Ten stages on the path to demagogic power: Gareth van Onselen in BDlive today published by Business Day.

Excerpts

“SOUTH African politics has produced a very particular type of tyrant and, as the country’s condition worsens, they are becoming more prevalent.  They are not full-blown dictators with unfettered power who rule unchecked.  In SA, their authority is diluted or constrained to a particular institution; within these parameters they all exhibit their authoritarian streak, disdain for best democratic practice or the rule of law, and a powerful demagogic impulse towards populism.  Ultimately, they have wrought much damage and destruction.  President Jacob Zuma has set the standard, his own demagoguery legitimating so much below him”.

. . . . .

Ten stages on the path to demagogic power:

  • There is a crisis
  • A binary climate is manufactured
  • Popular promises are made
  • Rationality is ridiculed or ignored
  • Personality comes to the fore
  • Power is secured
  • Power is augmented
  • Promises supplemented by authoritarianism
  • Damage is wrought
  • A crisis

“It is now widely accepted that a crisis exists.  The evidence of decay and destruction is overwhelming.  The demagogue is fundamentally compromised but, simultaneously, untouchable.  The institution’s own procedures, checks and balances and mechanisms designed to ensure integrity and consequence are entirely denuded or undermined and some external power, usually the courts, is the only path to ridding the institution of the disease that infects it.

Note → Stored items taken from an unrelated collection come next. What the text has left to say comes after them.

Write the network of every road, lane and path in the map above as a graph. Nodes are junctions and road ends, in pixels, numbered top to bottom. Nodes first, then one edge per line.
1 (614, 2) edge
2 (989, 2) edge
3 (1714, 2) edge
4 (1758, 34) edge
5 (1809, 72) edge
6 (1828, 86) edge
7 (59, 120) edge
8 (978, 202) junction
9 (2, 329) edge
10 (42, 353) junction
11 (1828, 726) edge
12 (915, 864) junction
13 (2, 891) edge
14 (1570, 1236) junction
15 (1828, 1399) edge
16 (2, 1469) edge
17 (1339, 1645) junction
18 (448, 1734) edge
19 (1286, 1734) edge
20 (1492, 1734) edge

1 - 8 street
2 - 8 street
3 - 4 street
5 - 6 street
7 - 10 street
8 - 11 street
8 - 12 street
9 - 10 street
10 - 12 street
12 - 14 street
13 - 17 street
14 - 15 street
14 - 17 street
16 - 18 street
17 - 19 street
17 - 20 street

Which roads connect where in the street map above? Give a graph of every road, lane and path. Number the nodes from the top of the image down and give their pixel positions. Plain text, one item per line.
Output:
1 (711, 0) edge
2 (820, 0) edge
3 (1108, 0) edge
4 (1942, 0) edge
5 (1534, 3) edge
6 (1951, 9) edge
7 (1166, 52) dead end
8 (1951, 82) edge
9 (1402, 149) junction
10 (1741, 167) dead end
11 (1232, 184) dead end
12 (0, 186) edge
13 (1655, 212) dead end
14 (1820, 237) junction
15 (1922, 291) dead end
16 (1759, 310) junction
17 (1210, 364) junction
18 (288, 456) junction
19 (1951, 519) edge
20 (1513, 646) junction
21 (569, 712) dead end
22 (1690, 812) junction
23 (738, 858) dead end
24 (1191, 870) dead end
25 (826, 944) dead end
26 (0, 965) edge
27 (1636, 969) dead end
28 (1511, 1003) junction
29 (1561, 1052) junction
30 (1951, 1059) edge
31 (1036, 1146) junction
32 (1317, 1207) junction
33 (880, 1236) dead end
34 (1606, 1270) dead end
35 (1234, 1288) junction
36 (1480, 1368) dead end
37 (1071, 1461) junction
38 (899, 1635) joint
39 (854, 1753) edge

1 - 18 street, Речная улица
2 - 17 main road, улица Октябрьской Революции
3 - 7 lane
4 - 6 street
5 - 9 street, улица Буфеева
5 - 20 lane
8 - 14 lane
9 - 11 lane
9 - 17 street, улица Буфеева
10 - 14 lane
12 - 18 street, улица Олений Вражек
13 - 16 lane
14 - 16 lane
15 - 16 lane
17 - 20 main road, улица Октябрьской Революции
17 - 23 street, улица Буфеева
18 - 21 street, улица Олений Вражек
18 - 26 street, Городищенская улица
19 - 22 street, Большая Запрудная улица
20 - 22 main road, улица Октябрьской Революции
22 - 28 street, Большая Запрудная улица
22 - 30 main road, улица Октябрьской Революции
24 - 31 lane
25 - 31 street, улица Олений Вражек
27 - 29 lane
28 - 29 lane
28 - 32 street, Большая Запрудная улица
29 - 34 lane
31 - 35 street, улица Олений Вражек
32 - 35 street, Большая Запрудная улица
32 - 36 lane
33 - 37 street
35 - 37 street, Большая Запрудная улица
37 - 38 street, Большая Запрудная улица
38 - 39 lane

Desperately, people turn to any independent authority for relief, ironically evoking rationality as the one course to be followed.  Everything about rationality that was mocked and ignored in electing the demagogue is now used to counter his or her action.  Huge emphasis is placed on evidence and reason.  But their role has been so reduced that their effect is at best muted, and at worst entirely inconsequential”.